RECORDS PROVIDED: Begin

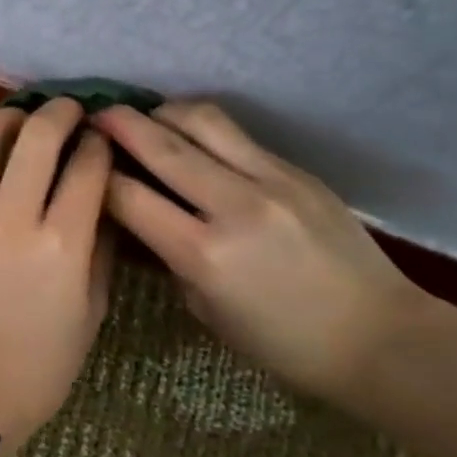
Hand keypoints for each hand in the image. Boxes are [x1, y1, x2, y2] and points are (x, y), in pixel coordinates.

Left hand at [0, 99, 114, 456]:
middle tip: (70, 110)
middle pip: (37, 134)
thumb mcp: (92, 308)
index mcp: (62, 242)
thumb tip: (99, 198)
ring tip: (24, 121)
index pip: (87, 164)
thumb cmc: (45, 362)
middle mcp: (13, 219)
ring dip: (10, 118)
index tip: (103, 139)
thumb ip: (99, 244)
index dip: (100, 142)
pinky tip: (0, 195)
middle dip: (60, 111)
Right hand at [92, 102, 431, 399]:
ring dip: (165, 112)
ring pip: (204, 121)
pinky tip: (191, 138)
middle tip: (95, 114)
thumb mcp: (206, 310)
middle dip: (120, 124)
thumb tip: (143, 221)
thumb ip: (170, 259)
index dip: (97, 178)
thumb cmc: (282, 344)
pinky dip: (203, 129)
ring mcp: (273, 180)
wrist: (376, 337)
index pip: (130, 198)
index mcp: (204, 254)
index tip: (80, 165)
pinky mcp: (298, 172)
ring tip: (146, 117)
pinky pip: (239, 136)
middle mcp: (234, 206)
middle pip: (163, 146)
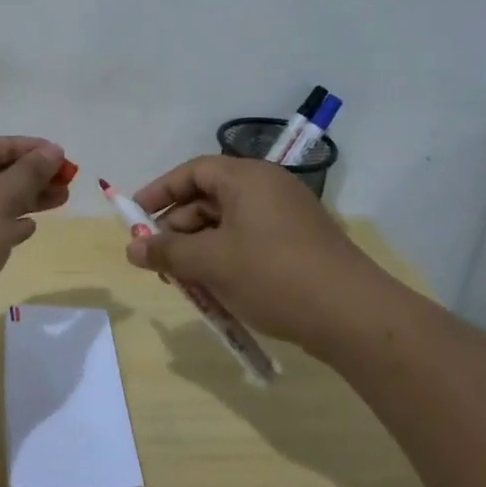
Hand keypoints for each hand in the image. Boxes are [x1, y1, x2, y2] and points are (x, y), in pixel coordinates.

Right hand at [125, 156, 386, 363]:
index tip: (133, 217)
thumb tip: (132, 249)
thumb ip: (167, 252)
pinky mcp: (299, 244)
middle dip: (178, 228)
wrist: (353, 315)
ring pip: (228, 224)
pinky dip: (226, 259)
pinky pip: (250, 241)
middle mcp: (268, 188)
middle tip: (157, 261)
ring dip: (200, 249)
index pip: (192, 171)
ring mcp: (287, 216)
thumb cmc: (273, 275)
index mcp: (247, 178)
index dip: (159, 192)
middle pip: (209, 198)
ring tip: (184, 283)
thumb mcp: (211, 262)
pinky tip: (216, 290)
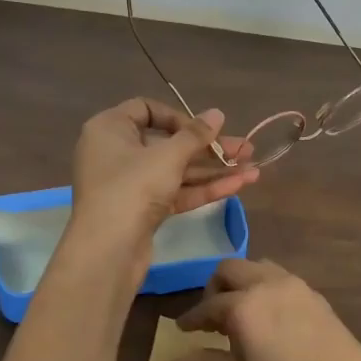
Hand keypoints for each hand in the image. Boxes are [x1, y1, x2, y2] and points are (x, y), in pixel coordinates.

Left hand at [70, 98, 258, 241]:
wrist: (108, 251)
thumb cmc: (132, 187)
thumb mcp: (168, 156)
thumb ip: (196, 134)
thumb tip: (217, 114)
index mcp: (110, 129)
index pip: (145, 109)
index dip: (178, 117)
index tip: (203, 129)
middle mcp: (117, 152)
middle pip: (168, 143)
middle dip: (209, 148)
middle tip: (245, 149)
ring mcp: (130, 184)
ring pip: (176, 170)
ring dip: (213, 170)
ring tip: (253, 170)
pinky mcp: (142, 210)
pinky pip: (175, 192)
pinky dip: (203, 189)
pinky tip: (238, 186)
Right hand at [173, 259, 360, 360]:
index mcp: (246, 305)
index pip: (208, 305)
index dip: (192, 319)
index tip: (181, 331)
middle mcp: (269, 284)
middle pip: (231, 269)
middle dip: (215, 289)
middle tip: (210, 321)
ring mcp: (298, 287)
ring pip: (259, 269)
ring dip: (243, 284)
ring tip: (239, 320)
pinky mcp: (318, 297)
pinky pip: (282, 280)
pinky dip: (266, 290)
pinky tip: (268, 323)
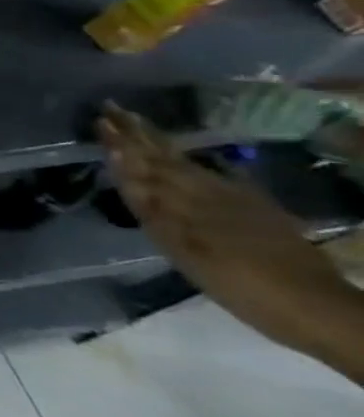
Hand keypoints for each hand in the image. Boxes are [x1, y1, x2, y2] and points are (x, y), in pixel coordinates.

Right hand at [98, 103, 333, 297]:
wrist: (315, 306)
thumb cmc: (241, 286)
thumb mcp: (188, 253)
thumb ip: (154, 210)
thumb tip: (125, 171)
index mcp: (188, 203)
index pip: (145, 165)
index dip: (122, 143)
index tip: (100, 118)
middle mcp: (208, 194)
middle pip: (165, 160)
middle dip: (137, 136)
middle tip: (113, 110)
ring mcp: (235, 200)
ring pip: (187, 166)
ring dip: (160, 146)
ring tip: (141, 129)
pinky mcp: (257, 210)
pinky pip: (217, 178)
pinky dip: (197, 167)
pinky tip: (194, 163)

RECORDS PROVIDED: End

### WHAT THIS TASK INVOLVES:
I'd like the material duplicated exactly, without its pictures.

### WRITTEN SOLUTION:
Hand keypoints for each hand in the image. Boxes are [x1, y1, x2, y2] and points are (x, y), in pixel coordinates.

Left hand at [0, 99, 114, 456]:
middle tip: (70, 110)
middle pip: (37, 134)
thumb mcp: (92, 308)
index mcp: (62, 242)
thumb tip: (99, 198)
ring tip: (24, 121)
index pip: (87, 164)
thumb cmc: (45, 362)
middle mcp: (13, 219)
ring dip: (10, 118)
index tip: (103, 139)
thumb ip: (99, 244)
index dip: (100, 142)
pinky tip: (0, 195)
middle dip: (60, 111)
Right hand at [92, 102, 431, 399]:
ring dip: (165, 112)
ring pip: (204, 121)
pinky tip: (191, 138)
middle tip: (95, 114)
thumb mcp: (206, 310)
middle dip: (120, 124)
thumb tip: (143, 221)
thumb ip: (170, 259)
index dip: (97, 178)
thumb cmc: (282, 344)
pinky dip: (203, 129)
ring mcp: (273, 180)
wrist: (376, 337)
index pip: (130, 198)
index mcp: (204, 254)
index tip: (80, 165)
pinky mcp: (298, 172)
ring tip: (146, 117)
pinky pip: (239, 136)
middle mcp: (234, 206)
middle pip: (163, 146)
Hand keypoints for each hand in the image. Boxes are [x1, y1, x2, y2] and points are (x, y), in pixel coordinates.

Right hand at [125, 156, 386, 363]:
index tip: (133, 217)
thumb tip: (132, 249)
thumb ip: (167, 252)
pinky mcp: (299, 244)
middle dip: (178, 228)
wrist: (353, 315)
ring pip: (228, 224)
pinky dip: (226, 259)
pinky pip: (250, 241)
middle mcp: (268, 188)
middle tip: (157, 261)
ring dip: (200, 249)
index pip: (192, 171)
ring mcp: (287, 216)
thumb cmc: (273, 275)
index mcp: (247, 178)
index dip: (159, 192)
middle pip: (209, 198)
ring tip: (184, 283)
thumb mcp: (211, 262)
pinky tip: (216, 290)
Hand keypoints for each hand in the image. Boxes are [x1, y1, x2, y2] and points are (x, y), in pixel coordinates.

Left hand at [70, 98, 258, 241]:
wrist: (108, 251)
thumb cmc: (132, 187)
thumb mcp: (168, 156)
thumb ip: (196, 134)
thumb tip: (217, 114)
index mcp: (110, 129)
index pip: (145, 109)
index dip: (178, 117)
index tip: (203, 129)
middle mcp: (117, 152)
middle pip: (168, 143)
middle dip: (209, 148)
middle tip: (245, 149)
ring mcp: (130, 184)
ring pip: (176, 170)
ring dip: (213, 170)
ring tip: (253, 170)
pinky mcp: (142, 210)
pinky pip: (175, 192)
pinky dip: (203, 189)
pinky tip: (238, 186)
Right hand at [173, 259, 360, 360]:
index mcp: (246, 305)
index pip: (208, 305)
index dip: (192, 319)
index tip: (181, 331)
middle mcp: (269, 284)
middle pip: (231, 269)
middle dip: (215, 289)
middle tip: (210, 321)
ring mcp: (298, 287)
ring pip: (259, 269)
ring dip: (243, 284)
ring tip: (239, 320)
pinky mcp: (318, 297)
pinky pip: (282, 280)
pinky dip: (266, 290)
pinky tip: (268, 323)
Hand keypoints for each hand in the image. Boxes are [x1, y1, x2, y2] and points are (x, y), in pixel coordinates.

Right hand at [98, 103, 333, 297]:
wrist: (315, 306)
thumb cmc: (241, 286)
thumb mcp: (188, 253)
thumb ip: (154, 210)
thumb tip: (125, 171)
index mcp: (188, 203)
index pip: (145, 165)
index dip: (122, 143)
index tip: (100, 118)
middle mcp: (208, 194)
middle pip: (165, 160)
middle dip: (137, 136)
middle tip: (113, 110)
ring mcp: (235, 200)
ring pip: (187, 166)
ring dip: (160, 146)
ring tip: (141, 129)
pinky mcp: (257, 210)
pinky pip: (217, 178)
pinky dip: (197, 167)
pinky tip: (194, 163)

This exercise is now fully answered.